Ma qui si tratta di cose diverse, di cose che con la guerra, con lo scontro tra i combattenti non c’entrano nulla. Qui si tratta di decine e decine di casi di uccisioni per rappresaglia di civili ucraini inermi al di fuori di qualunque scontro militare in atto. Di sparizioni nel nulla (quindi di presumibili soppressioni) di autorità locali delle città ucraine occupate dalle forze di Mosca.
Di un feroce e radicale tentativo di snazionalizzazione di tutti i territori occupati, a base di libri in lingua ucraina proibiti e distrutti, del divieto di istruzione nelle scuole secondo i programmi fin qui adottati, di soppressione di tutti i mezzi di comunicazione (radio, tv, telefonia) e di connessione che non siano quelli russi. E si tratta infine — fatto di una crudeltà inimmaginabile, repugnante ad ogni animo umano — della deportazione in Russia non si capisce a qual fine (semplicemente per privare di forze future il nemico? Per «rieducarli»? Per darli in adozione?) di migliaia e migliaia (c’è chi dice trecentomila!) bambini ucraini.
Si badi: di ognuna di queste azioni compiute dalle autorità russe vi sono troppe notizie circostanziate, troppe prove raccolte sul campo, troppe testimonianze dirette, perché si possa nutrire un ragionevole dubbio su quello che è il dato centrale: nei territori dell’Ucraina che occupa, Mosca sta mettendo in atto una vera e propria politica di tipo genocidiario mirante alla cancellazione di fatto dell’identità nazionale di quel popolo. Una politica del tutto analoga a quella che la Germania nazista mise in atto, ad esempio, durante la Seconda Guerra mondiale nella parte di Polonia occupata che intendeva annettere. Non si prefigge del resto oggi il medesimo scopo Putin?

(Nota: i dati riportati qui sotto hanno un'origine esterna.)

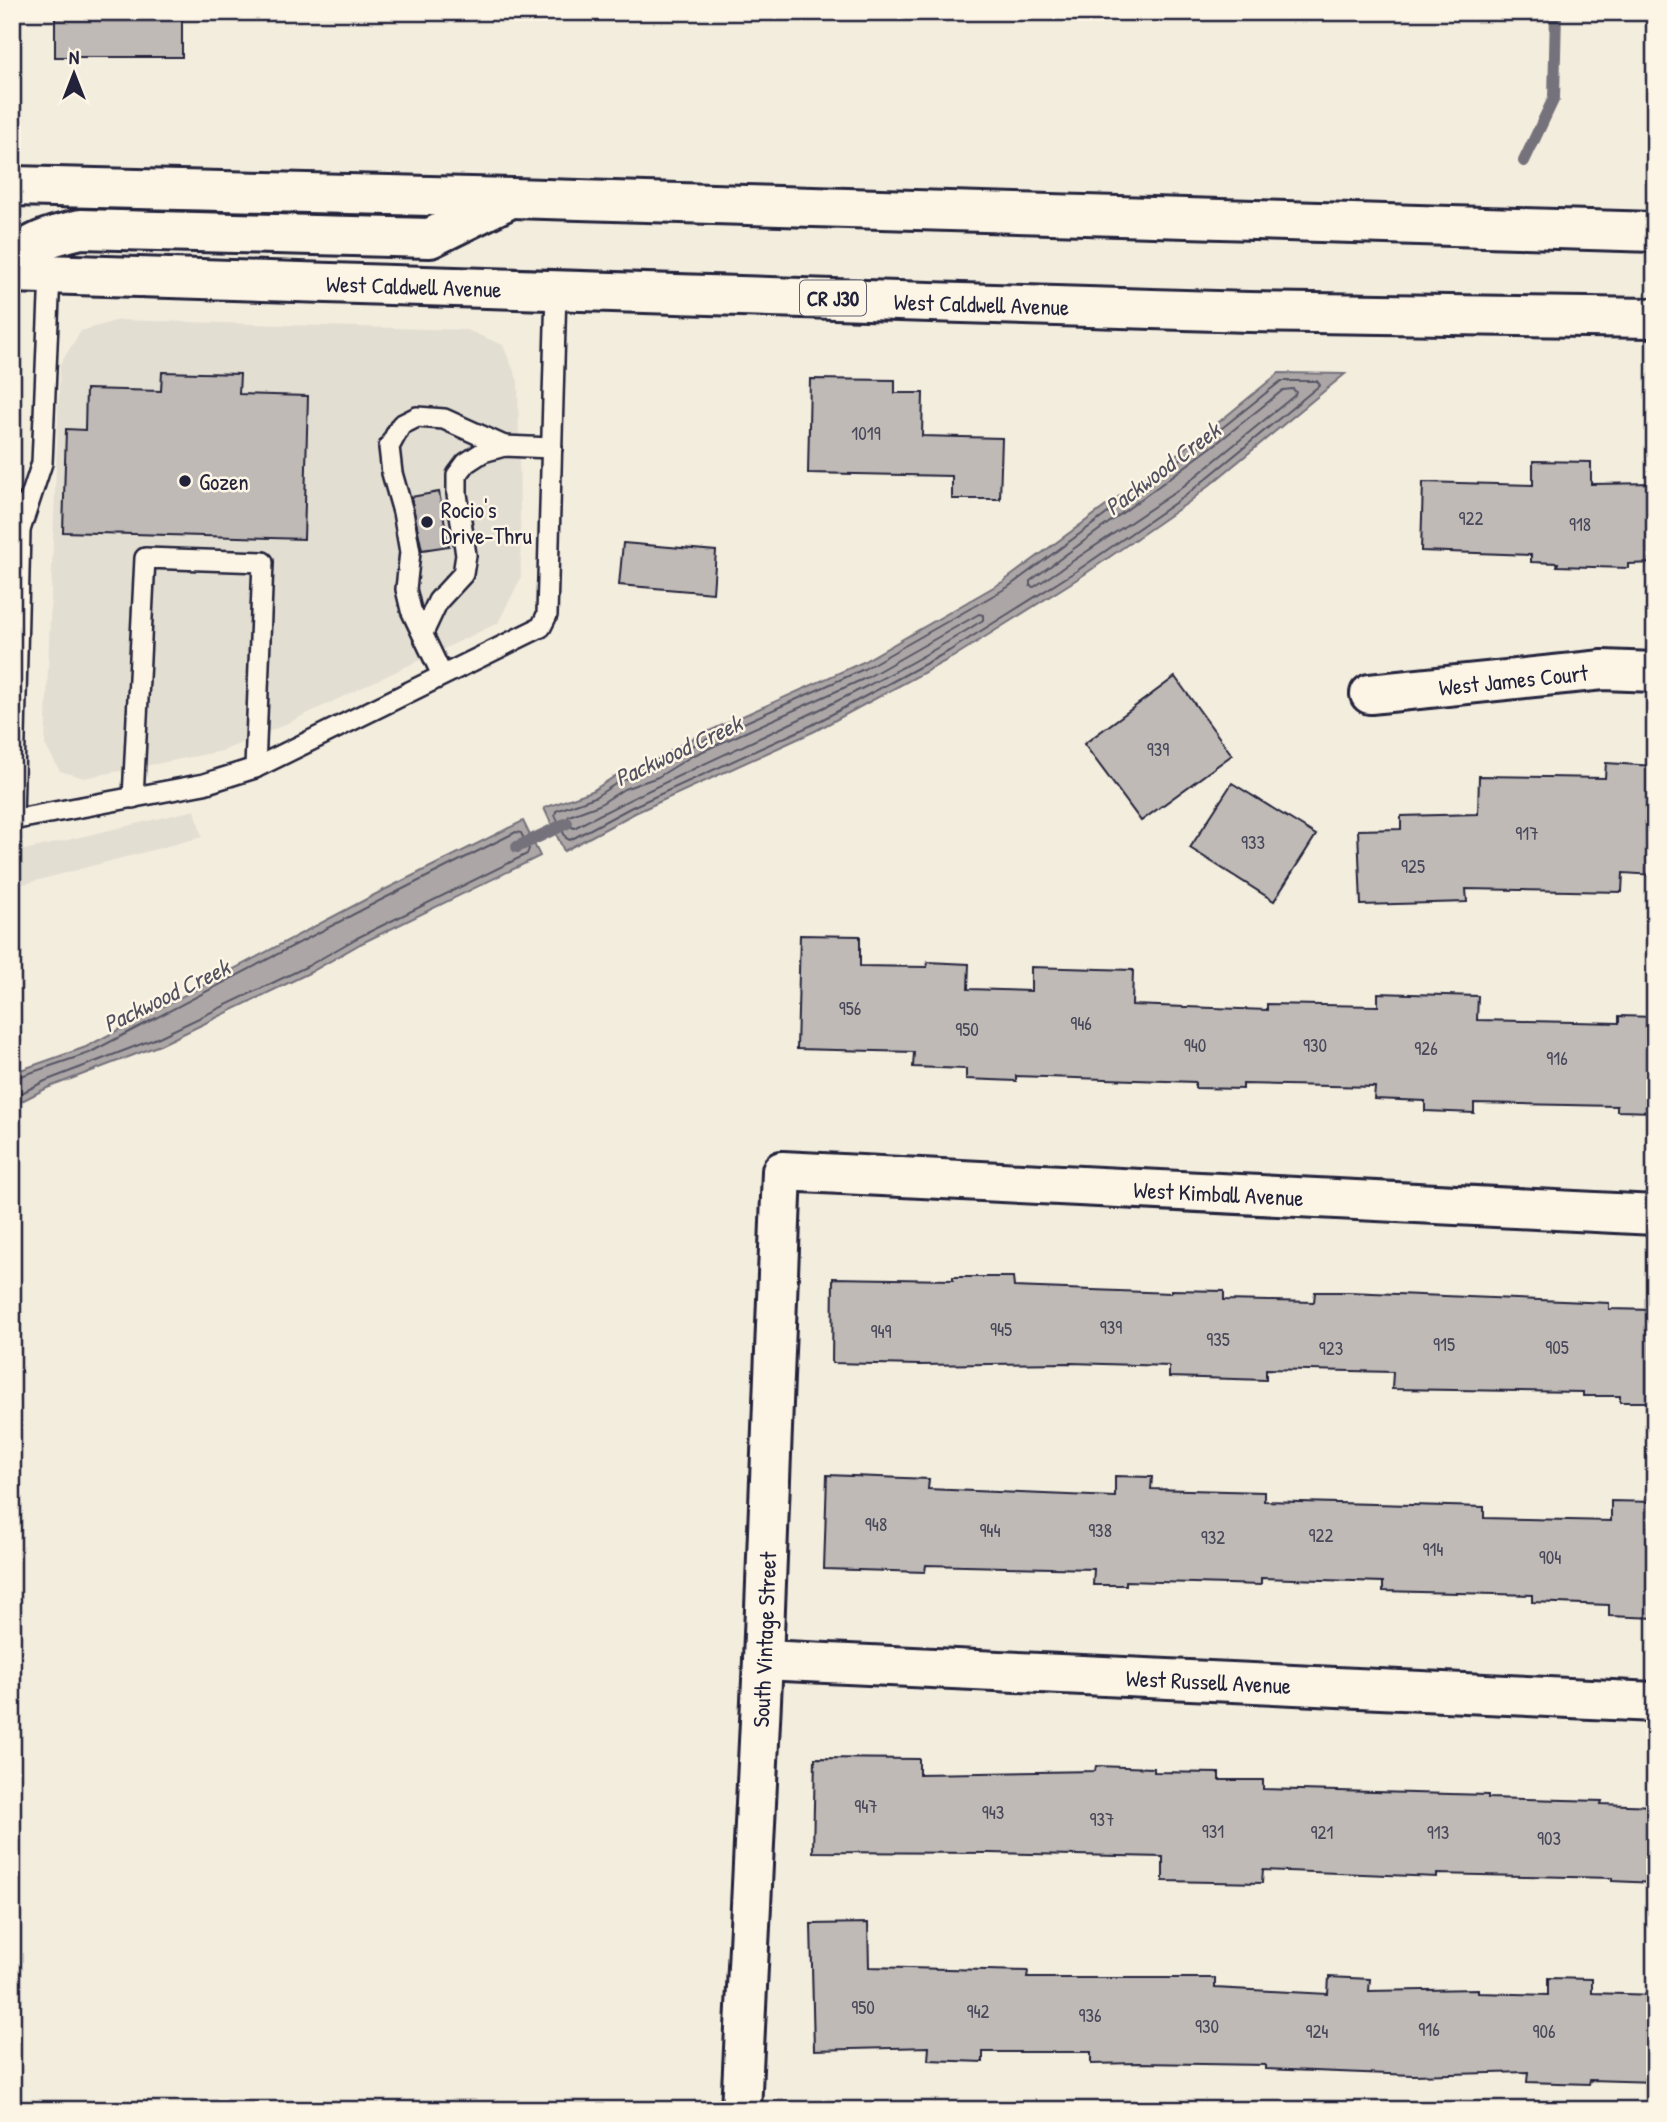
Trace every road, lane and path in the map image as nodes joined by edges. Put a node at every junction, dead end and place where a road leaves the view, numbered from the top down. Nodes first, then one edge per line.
1 (12, 186) edge
2 (512, 198) junction
3 (1655, 232) edge
4 (12, 264) edge
5 (12, 273) edge
6 (50, 274) junction
7 (556, 290) junction
8 (1655, 318) edge
9 (504, 446) junction
10 (552, 448) junction
11 (12, 502) edge
12 (16, 530) edge
13 (423, 634) junction
14 (1655, 672) edge
15 (442, 676) junction
16 (1370, 694) dead end
17 (255, 768) junction
18 (133, 798) junction
19 (13, 820) edge
20 (782, 1171) joint
21 (1655, 1215) edge
22 (763, 1660) junction
23 (1655, 1702) edge
24 (741, 2110) edge

1 - 2 main road
2 - 3 main road
2 - 4 main road
5 - 6 main road, West Caldwell Avenue / CR J30
6 - 7 main road, West Caldwell Avenue / CR J30
6 - 12 lane
7 - 8 main road, West Caldwell Avenue / CR J30
7 - 10 lane
9 - 10 lane
9 - 13 lane
9 - 13 lane
10 - 15 lane
11 - 12 lane
12 - 19 lane
13 - 15 lane
14 - 16 main road, West James Court
15 - 17 lane
17 - 18 lane
17 - 18 lane
18 - 19 lane
20 - 21 main road, West Kimball Avenue
20 - 22 main road, South Vintage Street
22 - 23 main road, West Russell Avenue
22 - 24 main road, South Vintage Street

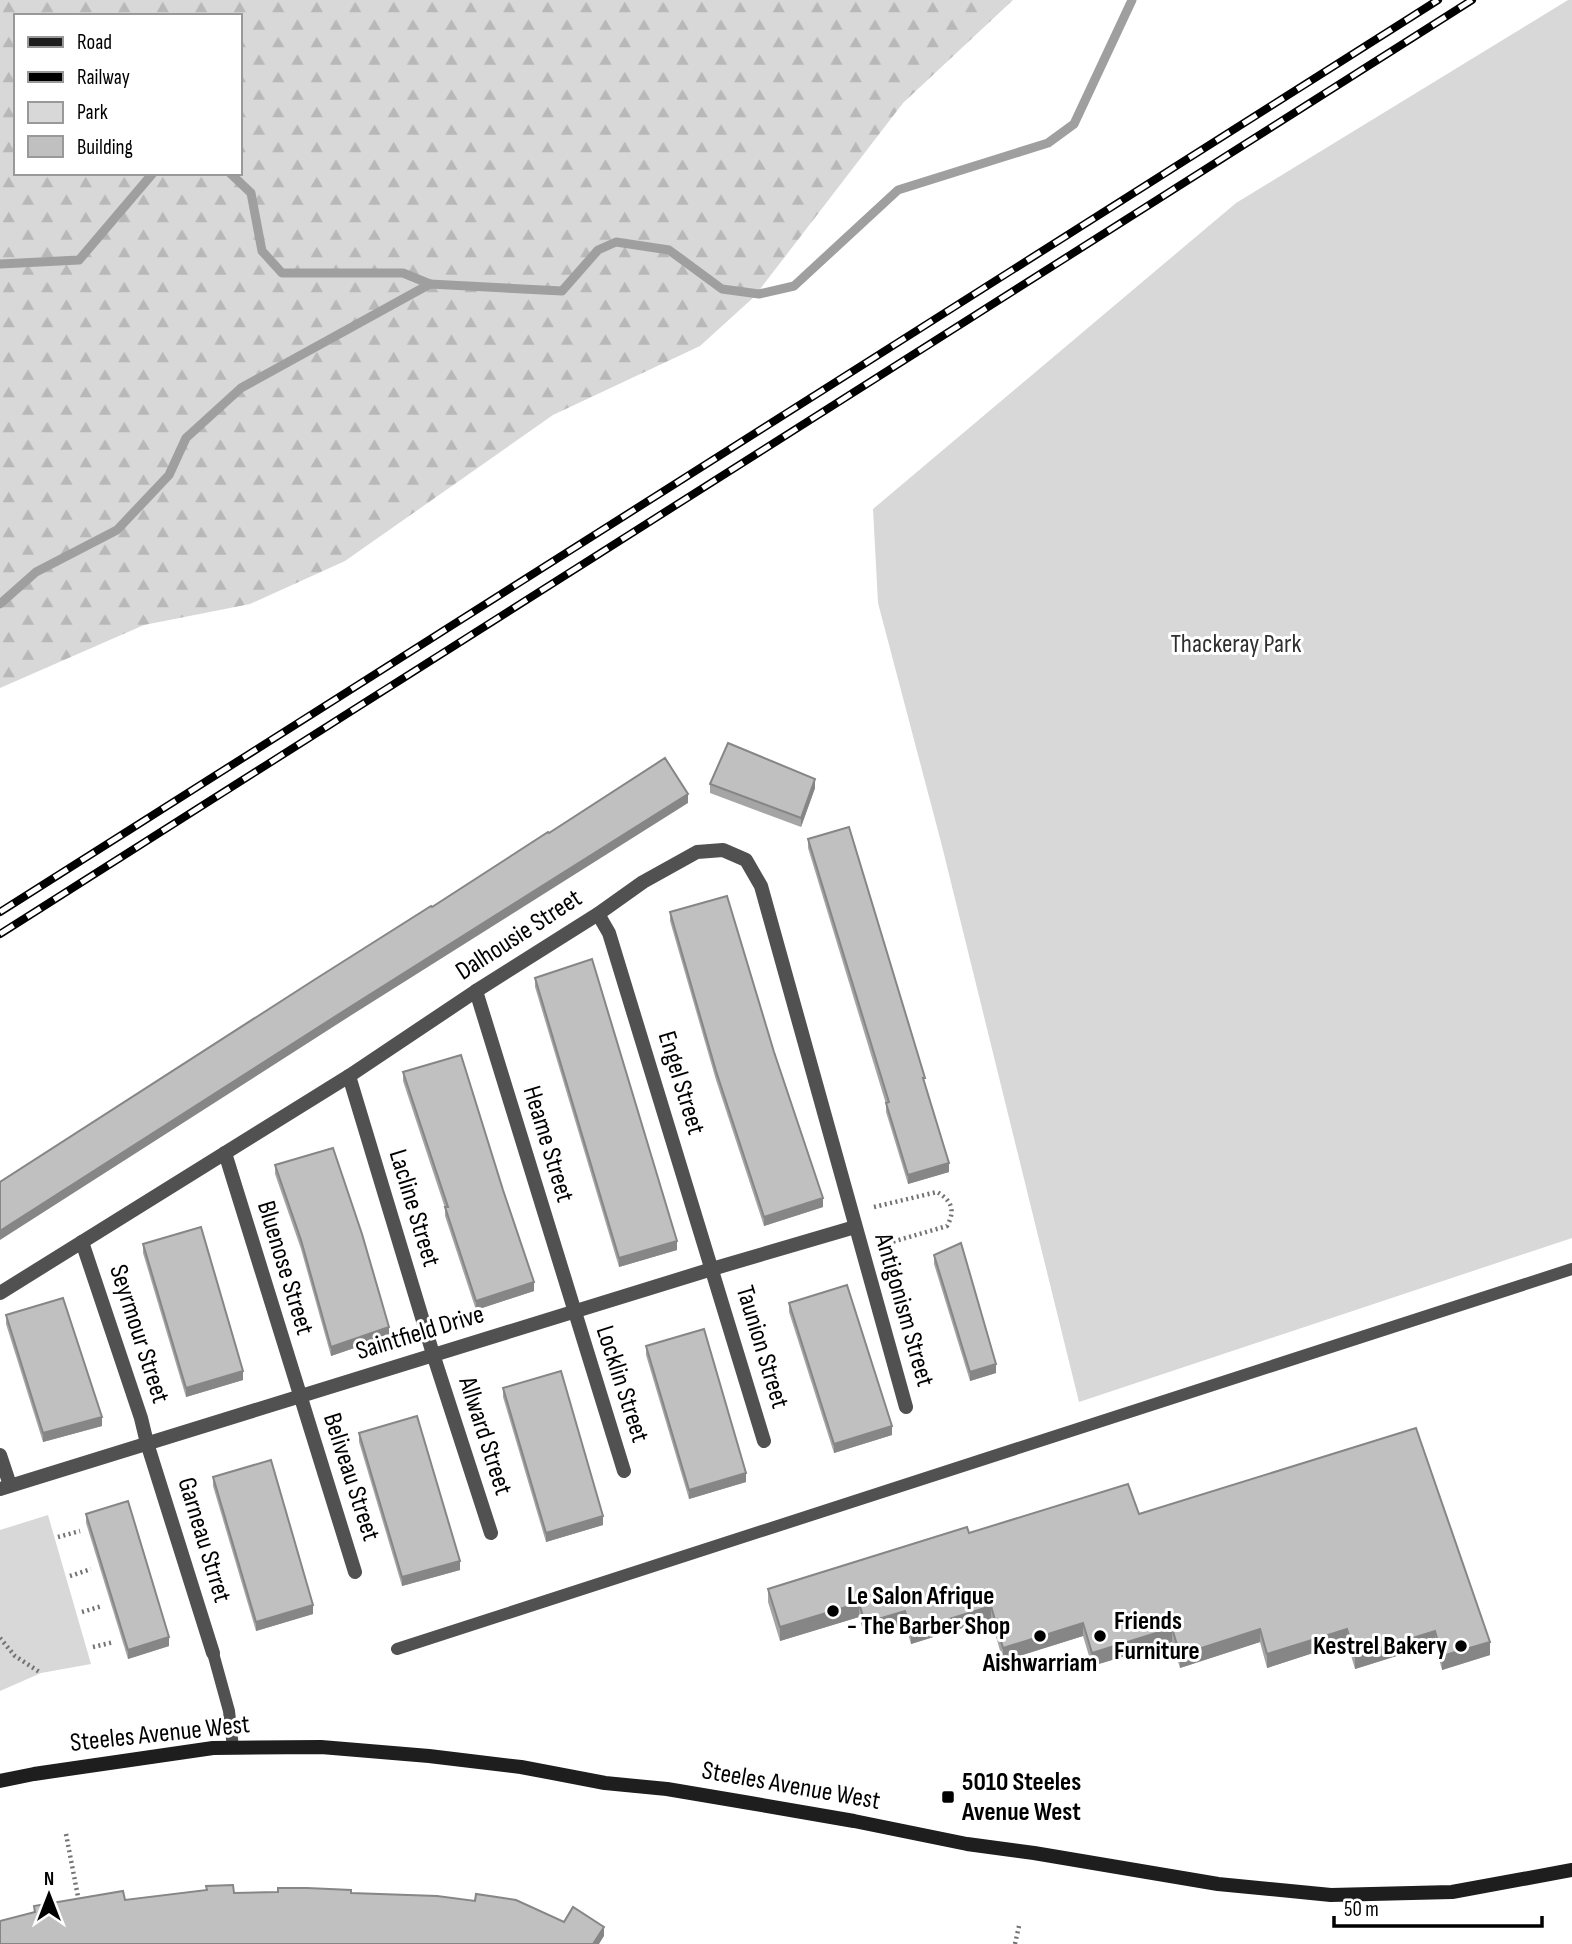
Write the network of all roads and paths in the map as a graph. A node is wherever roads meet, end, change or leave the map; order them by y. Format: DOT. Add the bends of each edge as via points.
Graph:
graph roads {
  1 [pos="598,914"];
  2 [pos="476,991"];
  3 [pos="349,1076"];
  4 [pos="225,1153"];
  5 [pos="874,1207"];
  6 [pos="855,1227"];
  7 [pos="82,1242"];
  8 [pos="885,1244"];
  9 [pos="712,1269"];
  10 [pos="1572,1269"];
  11 [pos="0,1293"];
  12 [pos="573,1311"];
  13 [pos="433,1354"];
  14 [pos="299,1396"];
  15 [pos="906,1407"];
  16 [pos="764,1441"];
  17 [pos="147,1443"];
  18 [pos="0,1455"];
  19 [pos="624,1471"];
  20 [pos="5,1487"];
  21 [pos="79,1531"];
  22 [pos="491,1533"];
  23 [pos="58,1537"];
  24 [pos="91,1569"];
  25 [pos="355,1572"];
  26 [pos="71,1576"];
  27 [pos="102,1606"];
  28 [pos="82,1612"];
  29 [pos="0,1638"];
  30 [pos="114,1642"];
  31 [pos="93,1647"];
  32 [pos="397,1649"];
  33 [pos="213,1653"];
  34 [pos="41,1673"];
  35 [pos="233,1748"];
  36 [pos="0,1781"];
  37 [pos="66,1834"];
  38 [pos="1572,1870"];
  39 [pos="79,1903"];
  40 [pos="1019,1926"];
  41 [pos="1015,1944"];
  1 -- 2 [label="street, Dalhousie Street"];
  1 -- 6 [label="street, Dalhousie Street" via="697,852 723,850 746,860 761,886"];
  1 -- 9 [label="street, Engel Street" via="609,933"];
  2 -- 3 [label="street, Dalhousie Street"];
  2 -- 12 [label="street, Heame Street"];
  3 -- 4 [label="street, Dalhousie Street"];
  3 -- 13 [label="street, Lacline Street"];
  4 -- 7 [label="street, Dalhousie Street"];
  4 -- 14 [label="street, Bluenose Street"];
  5 -- 8 [label="path" via="937,1192 950,1203 947,1226"];
  6 -- 9 [label="street, Saintfield Drive"];
  6 -- 15 [label="street, Antigonism Street"];
  7 -- 11 [label="street, Dalhousie Street"];
  7 -- 17 [label="street, Seyrmour Street"];
  9 -- 12 [label="street, Saintfield Drive"];
  9 -- 16 [label="street, Taunion Street"];
  10 -- 32 [label="lane"];
  12 -- 13 [label="street, Saintfield Drive"];
  12 -- 19 [label="street, Locklin Street"];
  13 -- 14 [label="street, Saintfield Drive"];
  13 -- 22 [label="street, Allward Street"];
  14 -- 17 [label="street, Saintfield Drive"];
  14 -- 25 [label="street, Beliveau Street"];
  17 -- 20 [label="street, Saintfield Drive"];
  17 -- 33 [label="street, Garneau Strret"];
  18 -- 20 [label="street"];
  21 -- 23 [label="path"];
  24 -- 26 [label="path"];
  27 -- 28 [label="path"];
  29 -- 34 [label="path" via="15,1656"];
  30 -- 31 [label="path"];
  33 -- 35 [label="lane" via="229,1711"];
  35 -- 36 [label="main road, Steeles Avenue West"];
  35 -- 38 [label="main road, Steeles Avenue West" via="321,1747 521,1767 1218,1884 1331,1895 1452,1892"];
  37 -- 39 [label="path"];
  40 -- 41 [label="path"];
}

Ebbene, ma se questo è vero bisogna allora dire alto e forte che è inutile, addirittura grottesco, che un Paese coltivi in tutte le occasioni la sua memoria antifascista, celebri ogni anno la «giornata della memoria» e la «giornata del ricordo», non cessi di evocare ad ogni occasione le colpe di chi contro le infamie del totalitarismo ottanta anni fa «doveva parlare ma non parlò», per poi oggi osservare, invece, un sostanziale silenzio su quanto sta accadendo dalle parti del Donbass e dintorni.
Sì, come avete capito, quel Paese è l’Italia. Siamo noi. Come è possibile che il nostro discorso pubblico ma anche quello culturale e religioso (certo, anche quello culturale e religioso) avvezzi così tanto a frequentare i diritti umani, la legalità, la solidarietà, la giustizia, preferiscano però discettare magari sulla «pace» ma di fatto continuino da settimane a non dire nulla circa i crimini su grande scala che la Russia sta commettendo in Ucraina?
L’unica speranza di fermare i quali è invece che se ne parli, che se ne parli molto (in modo tra l’altro che Sua Eccellenza l’ambasciatore Razov informi adeguatamente il suo governo) e forse che non ci si limiti a parlare. Ma magari anche per auspicare che gli organi di giustizia internazionale si attivino maggiormente per raccogliere prove e nomi di sospetti criminali russi, di responsabili russi, da trascinare domani in giudizio come si fece ottanta anni fa in una città tedesca che tutti sappiamo come si chiamava.